Bandwidth and Storage Considerations
- If bandwidth or storage cost is a bottleneck, choosing a more efficient codec can reduce expenses. AV1 gives the best long term savings in many cases, followed by HEVC.
- For streaming services, even modest bitrate savings multiply across many viewers, so migration to HEVC or AV1 is attractive despite transition costs.
Licensing and Ecosystem
- H.264: Patent pools exist, but its licensing is mature and broadly handled by platforms and hardware makers.
- HEVC: More complicated licensing landscape with multiple patent pools. Some vendors and platforms avoid HEVC due to royalty complexity.
- AV1: Designed to be royalty free, but patent uncertainty exists. Broad industry support from major streaming and browser vendors has accelerated adoption.
Editing, Color, and HDR
- For professional editing and HDR workflows, codec choice affects color fidelity, bit depth, and intra-frame behavior. Many editors use mezzanine formats (ProRes, DNxHR) for editing, then transcode to delivery codecs.
- For final delivery, HEVC and AV1 handle HDR and wide color well when encoders are configured correctly.

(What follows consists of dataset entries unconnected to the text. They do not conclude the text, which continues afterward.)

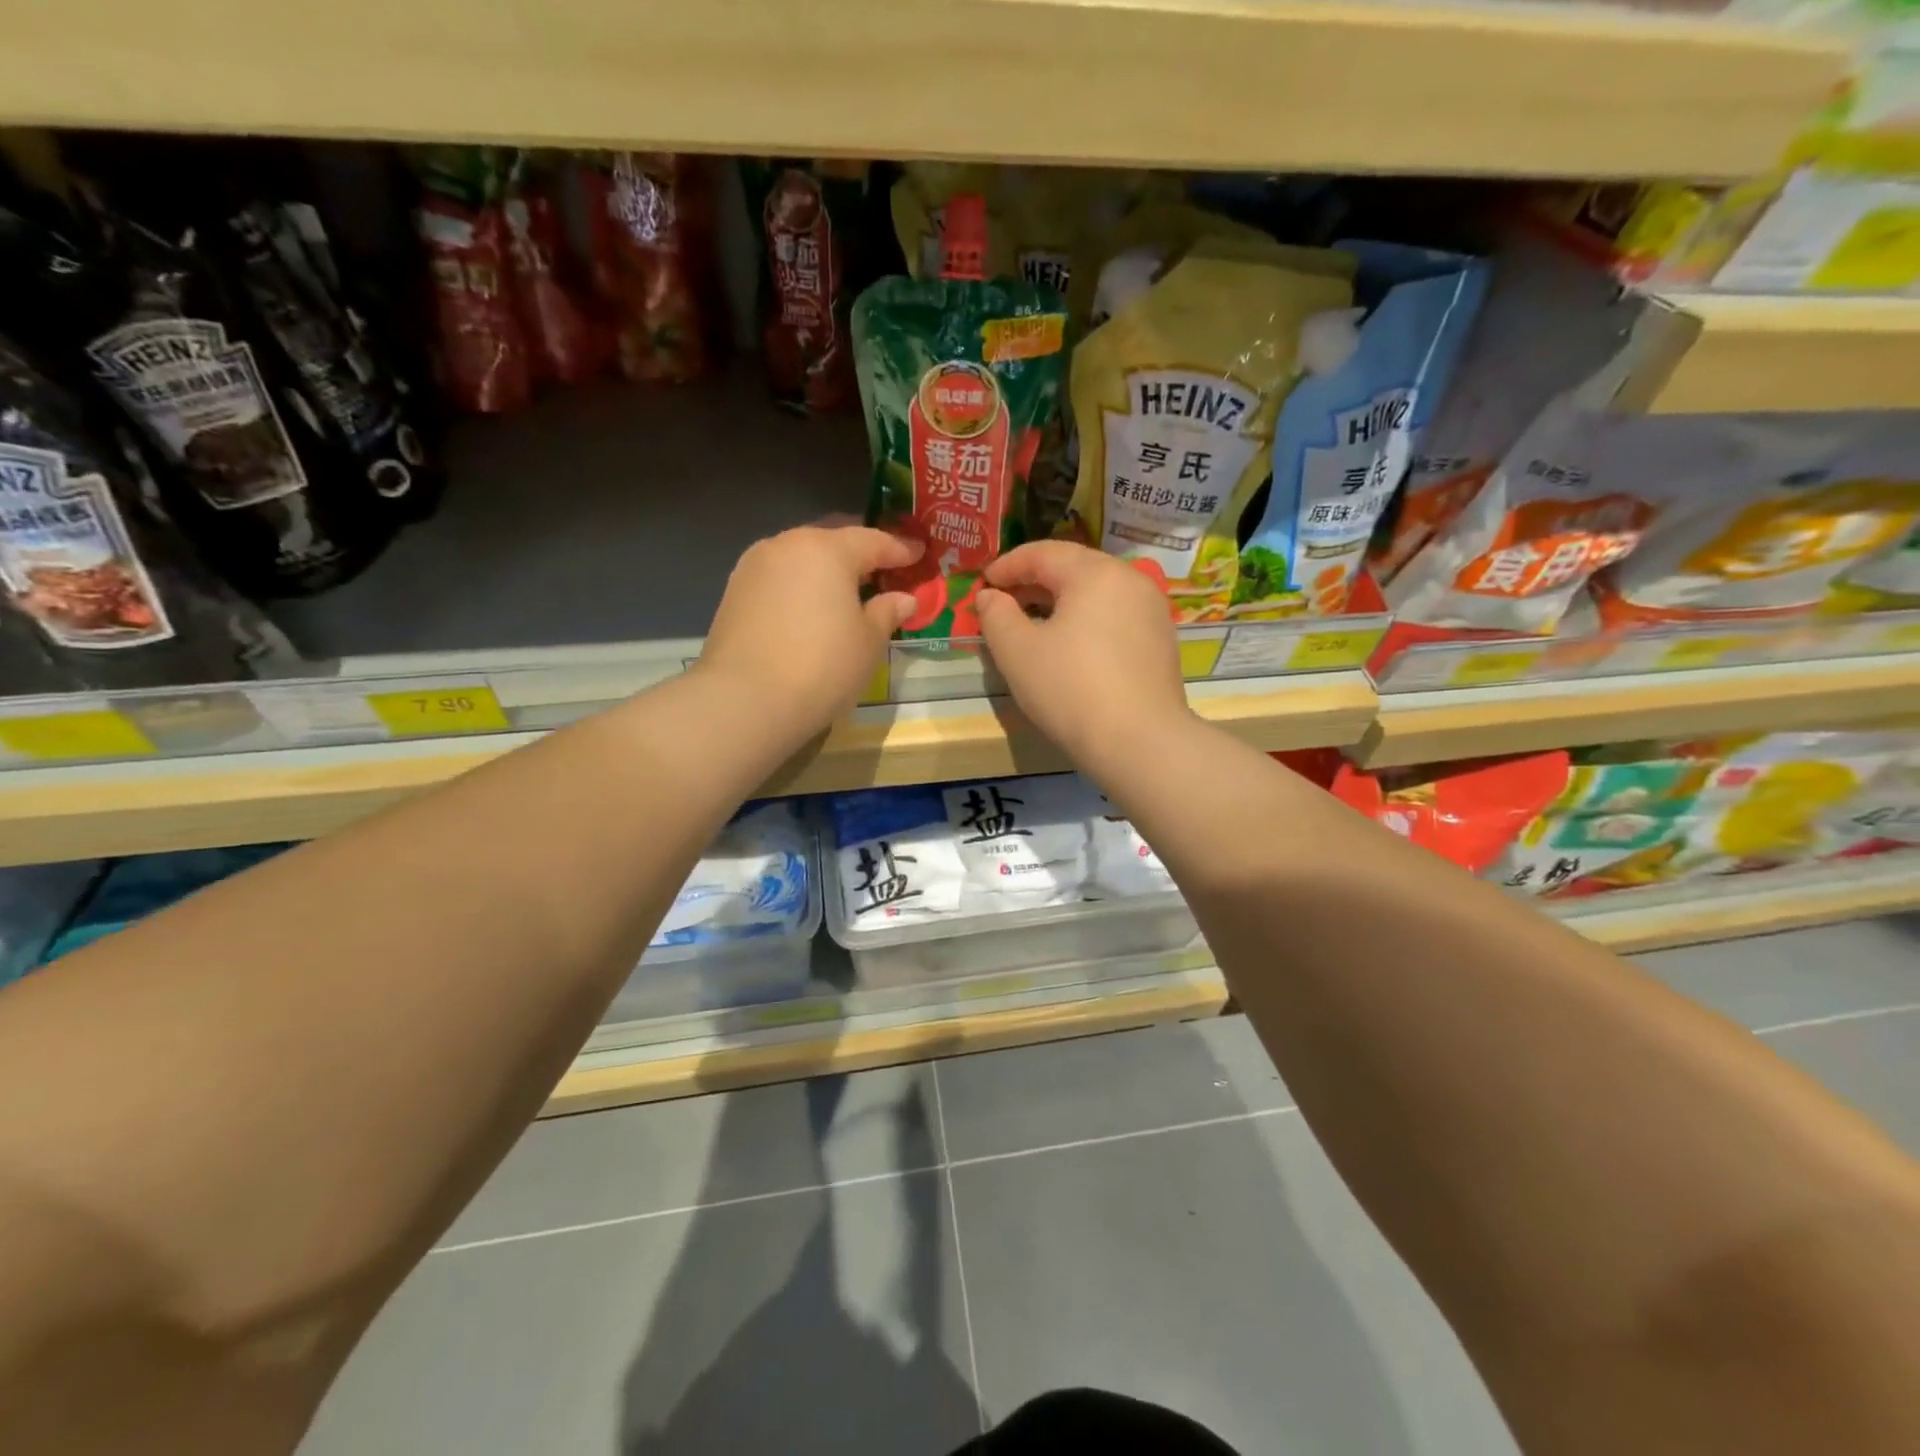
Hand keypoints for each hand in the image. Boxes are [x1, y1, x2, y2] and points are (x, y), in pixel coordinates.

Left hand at [701, 525, 920, 731]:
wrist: (746, 700)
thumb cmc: (822, 666)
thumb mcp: (868, 643)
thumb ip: (887, 612)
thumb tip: (903, 598)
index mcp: (827, 549)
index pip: (874, 540)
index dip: (901, 548)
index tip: (920, 553)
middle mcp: (787, 545)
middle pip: (833, 540)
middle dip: (860, 553)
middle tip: (884, 569)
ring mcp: (754, 566)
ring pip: (801, 557)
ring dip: (826, 569)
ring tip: (846, 591)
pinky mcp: (734, 592)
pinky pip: (780, 578)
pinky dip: (801, 586)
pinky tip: (811, 608)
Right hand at [975, 542, 1191, 771]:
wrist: (1140, 743)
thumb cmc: (1070, 690)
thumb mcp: (1017, 652)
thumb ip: (996, 615)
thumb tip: (990, 596)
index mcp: (1095, 573)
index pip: (1043, 553)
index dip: (1007, 566)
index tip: (982, 585)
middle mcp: (1130, 580)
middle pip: (1073, 568)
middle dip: (1034, 582)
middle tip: (1003, 604)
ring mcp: (1151, 610)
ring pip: (1096, 593)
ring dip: (1060, 602)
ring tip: (1033, 625)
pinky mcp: (1160, 641)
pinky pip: (1115, 617)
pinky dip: (1086, 621)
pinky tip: (1070, 647)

H.264 can work for SDR and simpler HDR workflows, but may require higher bitrates.
Which Should You Use?
- For compatibility and speed: Use H.264. It ensures the widest playback support and fast encoding for uploads and live streams.
- For better compression now where devices support it: Use HEVC. Good option for 4K delivery to modern TVs and devices that support HEVC hardware decode.
- For long term bandwidth savings and future proofing: Use AV1 when your target audience has AV1 decode support or when you control the playback environment. Ideal for streaming platforms and archiving at reduced storage cost.
Practical Checklist
- Target devices: Check whether viewers have hardware decode for HEVC or AV1.
- Encoding resources: If you need fast turnaround, favor H.264 or hardware HEVC encoders.
- Bandwidth vs quality: If saving bandwidth is critical, prioritize AV1 or HEVC and test quality at target bitrates.
- Licensing and platform constraints: Confirm any licensing limits for HEVC on your platform or CDN.
- Playback apps and browsers: Test files across the browsers and devices your audience uses.
Bottom Line
H.264 remains the safest choice for compatibility and speed. HEVC delivers meaningful compression improvements now if your audience uses modern devices and you can navigate licensing. AV1 offers the best efficiency and may be the best long term choice for streaming and storage, but encoding speed and legacy device support are the main adoption hurdles. Pick the codec that matches your audience, infrastructure, and production timeline.